Nog vijf expertisecentra voor zeldzame aandoeningen erkend

Nog vijf expertisecentra voor zeldzame aandoeningen erkend

30 november 2015 | NIEUWSBERICHT

Onlangs heeft minister Schippers van VWS de tweede groep expertisecentra voor zeldzame aandoeningen in Nederland erkent. Deze zomer waren er al 22 expertisecentra van het LUMC erkend, nu zijn daar nog 5 bijgekomen. Patienten en zorgverleners kunnen dankzij deze erkenning nu makkelijker zien waar zij terecht kunnen voor gespecialiseerde zorg.

In juni waren al de expertisecentra in het LUMC voor de behandeling van de ziekte van Huntington, CADASIL, cutane lymfomen, hemofilie en nog tientallen andere erkend. Nu zijn daar de expertisecentra voor de behandeling van narcolepsie, C3-glomerulonefritis, erfelijke nierziekten, familiare melanomen en alfa-1-antitrypsine deficientie bijgekomen.
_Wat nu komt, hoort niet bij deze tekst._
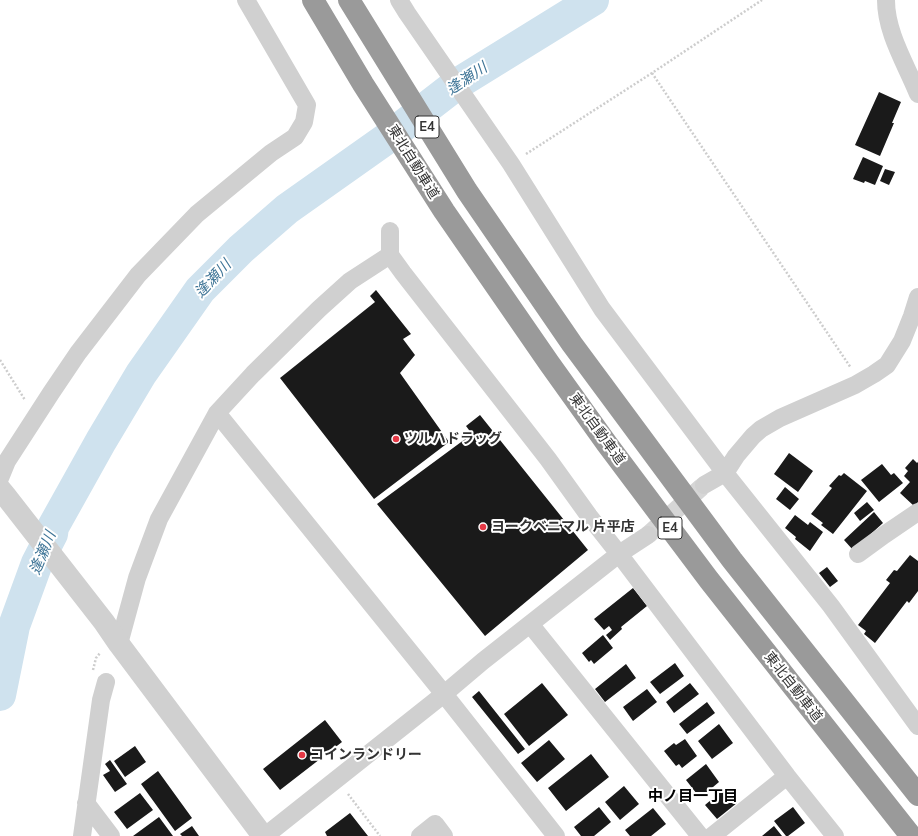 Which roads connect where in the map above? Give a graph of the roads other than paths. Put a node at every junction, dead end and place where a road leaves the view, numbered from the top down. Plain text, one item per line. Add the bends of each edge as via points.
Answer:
1 (246, 0) edge
2 (313, 0) edge
3 (349, 0) edge
4 (886, 0) edge
5 (403, 6) edge
6 (918, 94) edge
7 (390, 231) dead end
8 (390, 255) junction
9 (917, 305) edge
10 (217, 413) junction
11 (725, 473) junction
12 (704, 485) tunnel mouth
13 (2, 487) edge
14 (918, 513) edge
15 (648, 535) tunnel mouth
16 (619, 554) junction
17 (858, 554) dead end
18 (530, 624) junction
19 (119, 644) junction
20 (106, 682) dead end
21 (444, 694) junction
22 (918, 726) edge
23 (787, 776) junction
24 (918, 795) edge
25 (86, 804) junction
26 (82, 836) edge
27 (111, 836) edge
28 (264, 836) edge
29 (420, 836) edge
30 (444, 836) edge
31 (556, 836) edge
32 (700, 836) edge
33 (712, 836) edge
34 (835, 836) edge
35 (910, 836) edge

1 - 13 street via 307,105 304,122 295,137 271,153 197,214 138,275 78,353 7,461
2 - 35 highway, 東北自動車道 / E4 via 444,211 549,363 709,580
3 - 24 highway, E4 via 467,190 572,344 727,554
4 - 6 street via 889,24
5 - 11 street via 511,164 602,309
7 - 8 street
8 - 10 street via 350,281 319,309
8 - 16 street
9 - 11 street via 902,341 887,365 860,382 761,429 736,456
10 - 19 street via 159,519 137,578
10 - 21 street
11 - 12 street
11 - 22 street via 831,606
13 - 19 street
14 - 17 street
15 - 16 street
16 - 18 street
16 - 23 street
18 - 21 street
18 - 32 street
19 - 28 street
20 - 25 street via 101,700
21 - 28 street
21 - 31 street
23 - 33 street
23 - 34 street
25 - 26 street
25 - 27 street
29 - 30 street via 435,824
Beoordeling expertisecentra

Bij de beoordeling van de expertisecentra is getoetst op 17 in Europees verband vastgestelde criteria rond 7 verschillende thema's. Zo wordt er gekeken naar de aanwezigheid van richtlijnen, zorgpaden, standaarden en indicatoren. Er wordt bovendien nadrukkelijk gekeken naar het wetenschappelijk onderzoek. Ook de continuiteit van zorg is een belangrijk punt. Meer dan in andere Europese landen spelen patientenorganisaties in Nederland een expliciete rol in het benoemen van de expertisecentra.

Zeldzame aandoeningen

Het overzicht van de erkende expertisecentra voor zeldzame aandoeningen is een grote stap op weg naar betere, integrale zorg voor patienten met zeldzame aandoeningen. Een aandoening wordt als zeldzaam gezien wanneer minder dan 1 op de 2.000 mensen aan de aandoening lijdt. Ongeveer 6 tot 8 procent van de bevolking heeft een van de 5.000 tot 8.000 zeldzame aandoening. Dat zijn in totaal ongeveer een miljoen Nederlanders en 27 tot 36 miljoen Europeanen.